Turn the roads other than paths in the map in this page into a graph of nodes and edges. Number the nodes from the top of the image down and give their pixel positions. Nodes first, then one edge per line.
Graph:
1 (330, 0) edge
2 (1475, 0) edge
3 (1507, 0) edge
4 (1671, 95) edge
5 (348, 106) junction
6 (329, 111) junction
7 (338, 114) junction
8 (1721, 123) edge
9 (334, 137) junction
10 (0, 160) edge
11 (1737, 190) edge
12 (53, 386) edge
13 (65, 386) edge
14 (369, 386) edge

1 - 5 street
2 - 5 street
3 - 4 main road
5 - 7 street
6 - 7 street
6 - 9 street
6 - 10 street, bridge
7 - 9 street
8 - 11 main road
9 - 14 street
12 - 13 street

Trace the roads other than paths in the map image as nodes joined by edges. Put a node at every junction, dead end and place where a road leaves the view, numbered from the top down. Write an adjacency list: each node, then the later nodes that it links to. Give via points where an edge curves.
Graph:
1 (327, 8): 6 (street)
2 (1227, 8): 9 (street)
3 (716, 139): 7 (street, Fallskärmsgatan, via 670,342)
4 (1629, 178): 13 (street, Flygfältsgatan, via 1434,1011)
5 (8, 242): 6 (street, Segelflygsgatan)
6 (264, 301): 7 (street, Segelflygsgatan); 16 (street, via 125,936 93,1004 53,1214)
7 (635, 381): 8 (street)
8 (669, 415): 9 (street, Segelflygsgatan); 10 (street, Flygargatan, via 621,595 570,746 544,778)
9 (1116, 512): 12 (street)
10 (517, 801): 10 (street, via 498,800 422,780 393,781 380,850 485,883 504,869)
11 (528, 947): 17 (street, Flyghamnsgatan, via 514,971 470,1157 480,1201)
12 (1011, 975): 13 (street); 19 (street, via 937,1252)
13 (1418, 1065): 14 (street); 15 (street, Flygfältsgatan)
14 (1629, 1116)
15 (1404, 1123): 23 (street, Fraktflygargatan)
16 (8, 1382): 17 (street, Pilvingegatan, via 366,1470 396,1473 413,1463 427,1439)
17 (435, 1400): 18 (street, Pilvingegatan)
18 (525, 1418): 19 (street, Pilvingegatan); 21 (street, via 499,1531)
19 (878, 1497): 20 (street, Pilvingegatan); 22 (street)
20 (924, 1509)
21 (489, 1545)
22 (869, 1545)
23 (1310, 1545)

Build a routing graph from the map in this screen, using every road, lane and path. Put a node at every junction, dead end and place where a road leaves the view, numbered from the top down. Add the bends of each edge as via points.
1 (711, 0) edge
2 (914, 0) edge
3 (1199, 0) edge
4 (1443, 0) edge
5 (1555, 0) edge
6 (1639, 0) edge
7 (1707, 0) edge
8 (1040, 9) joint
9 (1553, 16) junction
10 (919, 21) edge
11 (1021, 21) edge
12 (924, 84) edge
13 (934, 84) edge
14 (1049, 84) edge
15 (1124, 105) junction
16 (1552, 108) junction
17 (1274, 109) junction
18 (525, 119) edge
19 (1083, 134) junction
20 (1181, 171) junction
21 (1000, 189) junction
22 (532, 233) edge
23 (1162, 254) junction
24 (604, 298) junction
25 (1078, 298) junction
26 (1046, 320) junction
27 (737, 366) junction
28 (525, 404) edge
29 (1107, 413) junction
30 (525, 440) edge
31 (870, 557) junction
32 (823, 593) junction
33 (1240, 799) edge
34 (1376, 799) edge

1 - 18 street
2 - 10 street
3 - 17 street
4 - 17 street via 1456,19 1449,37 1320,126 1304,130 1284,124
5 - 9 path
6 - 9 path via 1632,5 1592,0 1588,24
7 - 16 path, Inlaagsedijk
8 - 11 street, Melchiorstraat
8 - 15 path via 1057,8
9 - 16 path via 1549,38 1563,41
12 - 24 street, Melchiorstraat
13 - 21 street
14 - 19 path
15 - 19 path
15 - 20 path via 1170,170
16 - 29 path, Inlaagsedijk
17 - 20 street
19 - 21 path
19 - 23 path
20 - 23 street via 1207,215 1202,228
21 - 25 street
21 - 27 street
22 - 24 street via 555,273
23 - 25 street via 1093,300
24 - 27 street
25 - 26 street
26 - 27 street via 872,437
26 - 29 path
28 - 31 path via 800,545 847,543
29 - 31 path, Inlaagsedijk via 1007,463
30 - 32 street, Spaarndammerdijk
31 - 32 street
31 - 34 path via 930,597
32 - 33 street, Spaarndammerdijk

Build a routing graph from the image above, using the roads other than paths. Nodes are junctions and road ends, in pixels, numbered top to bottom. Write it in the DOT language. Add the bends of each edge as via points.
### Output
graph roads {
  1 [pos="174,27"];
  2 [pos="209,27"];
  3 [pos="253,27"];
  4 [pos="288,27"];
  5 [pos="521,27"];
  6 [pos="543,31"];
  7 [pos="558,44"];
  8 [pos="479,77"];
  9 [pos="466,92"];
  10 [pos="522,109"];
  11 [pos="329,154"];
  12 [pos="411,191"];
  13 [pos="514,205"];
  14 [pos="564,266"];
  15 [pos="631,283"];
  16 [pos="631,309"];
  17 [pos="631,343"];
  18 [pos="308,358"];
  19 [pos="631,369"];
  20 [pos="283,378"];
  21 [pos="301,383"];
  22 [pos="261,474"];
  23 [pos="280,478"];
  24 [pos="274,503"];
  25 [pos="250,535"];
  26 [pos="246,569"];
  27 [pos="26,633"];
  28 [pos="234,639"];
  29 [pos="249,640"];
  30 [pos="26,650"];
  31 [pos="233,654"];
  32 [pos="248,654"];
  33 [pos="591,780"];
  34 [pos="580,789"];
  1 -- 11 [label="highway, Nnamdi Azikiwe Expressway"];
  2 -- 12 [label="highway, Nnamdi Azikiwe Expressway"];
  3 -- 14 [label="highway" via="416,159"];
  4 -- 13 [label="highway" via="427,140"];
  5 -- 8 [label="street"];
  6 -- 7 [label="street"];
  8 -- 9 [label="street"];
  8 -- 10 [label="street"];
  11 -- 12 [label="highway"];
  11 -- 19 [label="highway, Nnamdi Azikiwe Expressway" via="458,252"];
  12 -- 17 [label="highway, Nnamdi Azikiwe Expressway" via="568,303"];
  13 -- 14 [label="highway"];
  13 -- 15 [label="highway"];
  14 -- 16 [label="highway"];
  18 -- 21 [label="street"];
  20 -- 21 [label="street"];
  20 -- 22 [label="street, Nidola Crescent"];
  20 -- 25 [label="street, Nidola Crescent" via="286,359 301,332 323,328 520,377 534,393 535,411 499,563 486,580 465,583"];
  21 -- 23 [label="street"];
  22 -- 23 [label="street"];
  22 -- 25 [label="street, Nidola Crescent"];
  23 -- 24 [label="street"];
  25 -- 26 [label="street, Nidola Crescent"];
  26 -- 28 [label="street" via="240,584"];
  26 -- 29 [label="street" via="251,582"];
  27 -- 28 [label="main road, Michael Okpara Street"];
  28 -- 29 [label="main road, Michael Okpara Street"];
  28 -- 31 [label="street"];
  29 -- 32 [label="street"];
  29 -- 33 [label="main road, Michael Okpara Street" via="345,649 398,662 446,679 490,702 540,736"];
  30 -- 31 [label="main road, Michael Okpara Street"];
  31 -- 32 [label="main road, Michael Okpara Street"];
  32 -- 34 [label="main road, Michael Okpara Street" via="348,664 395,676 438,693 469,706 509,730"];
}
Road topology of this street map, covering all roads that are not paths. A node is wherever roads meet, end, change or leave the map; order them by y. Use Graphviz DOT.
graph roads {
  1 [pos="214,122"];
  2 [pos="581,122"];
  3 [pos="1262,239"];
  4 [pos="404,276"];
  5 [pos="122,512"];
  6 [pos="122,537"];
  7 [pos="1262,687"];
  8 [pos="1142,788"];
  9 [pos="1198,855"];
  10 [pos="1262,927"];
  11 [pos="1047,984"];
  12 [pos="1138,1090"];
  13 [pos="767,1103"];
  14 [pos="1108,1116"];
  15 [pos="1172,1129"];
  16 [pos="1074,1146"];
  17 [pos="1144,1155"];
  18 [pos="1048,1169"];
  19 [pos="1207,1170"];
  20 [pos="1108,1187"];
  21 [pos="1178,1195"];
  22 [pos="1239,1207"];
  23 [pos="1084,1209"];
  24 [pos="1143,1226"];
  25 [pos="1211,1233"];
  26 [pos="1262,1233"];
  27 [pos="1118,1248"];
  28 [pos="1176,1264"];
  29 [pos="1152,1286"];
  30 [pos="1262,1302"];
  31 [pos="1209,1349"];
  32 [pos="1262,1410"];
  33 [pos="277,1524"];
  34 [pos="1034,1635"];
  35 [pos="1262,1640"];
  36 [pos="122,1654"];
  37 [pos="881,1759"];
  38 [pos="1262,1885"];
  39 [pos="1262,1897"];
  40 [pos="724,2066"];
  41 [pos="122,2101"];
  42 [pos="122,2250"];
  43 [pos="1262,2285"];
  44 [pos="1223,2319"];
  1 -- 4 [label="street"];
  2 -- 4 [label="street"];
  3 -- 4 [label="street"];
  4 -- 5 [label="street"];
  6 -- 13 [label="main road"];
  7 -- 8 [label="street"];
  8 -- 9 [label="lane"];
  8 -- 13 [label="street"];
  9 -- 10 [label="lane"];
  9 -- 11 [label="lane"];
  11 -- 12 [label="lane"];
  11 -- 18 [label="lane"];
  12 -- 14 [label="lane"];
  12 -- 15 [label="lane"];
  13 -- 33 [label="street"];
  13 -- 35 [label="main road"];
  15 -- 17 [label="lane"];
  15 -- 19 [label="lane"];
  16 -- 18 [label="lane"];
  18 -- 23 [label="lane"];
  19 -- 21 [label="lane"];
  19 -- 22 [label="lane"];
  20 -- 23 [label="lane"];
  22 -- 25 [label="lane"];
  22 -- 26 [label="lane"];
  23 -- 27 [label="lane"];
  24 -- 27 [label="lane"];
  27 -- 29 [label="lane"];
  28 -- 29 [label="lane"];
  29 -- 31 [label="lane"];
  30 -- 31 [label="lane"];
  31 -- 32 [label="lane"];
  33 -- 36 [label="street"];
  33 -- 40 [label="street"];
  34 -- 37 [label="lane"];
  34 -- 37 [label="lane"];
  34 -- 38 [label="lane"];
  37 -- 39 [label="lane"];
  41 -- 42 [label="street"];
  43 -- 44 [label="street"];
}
+ + + + + + +
:: How to complete this task ::
Whenever a line in the listing above includes the word "Pilvingegatan", return that line.

:: Output below ::
16 (8, 1382): 17 (street, Pilvingegatan, via 366,1470 396,1473 413,1463 427,1439)
17 (435, 1400): 18 (street, Pilvingegatan)
18 (525, 1418): 19 (street, Pilvingegatan); 21 (street, via 499,1531)
19 (878, 1497): 20 (street, Pilvingegatan); 22 (street)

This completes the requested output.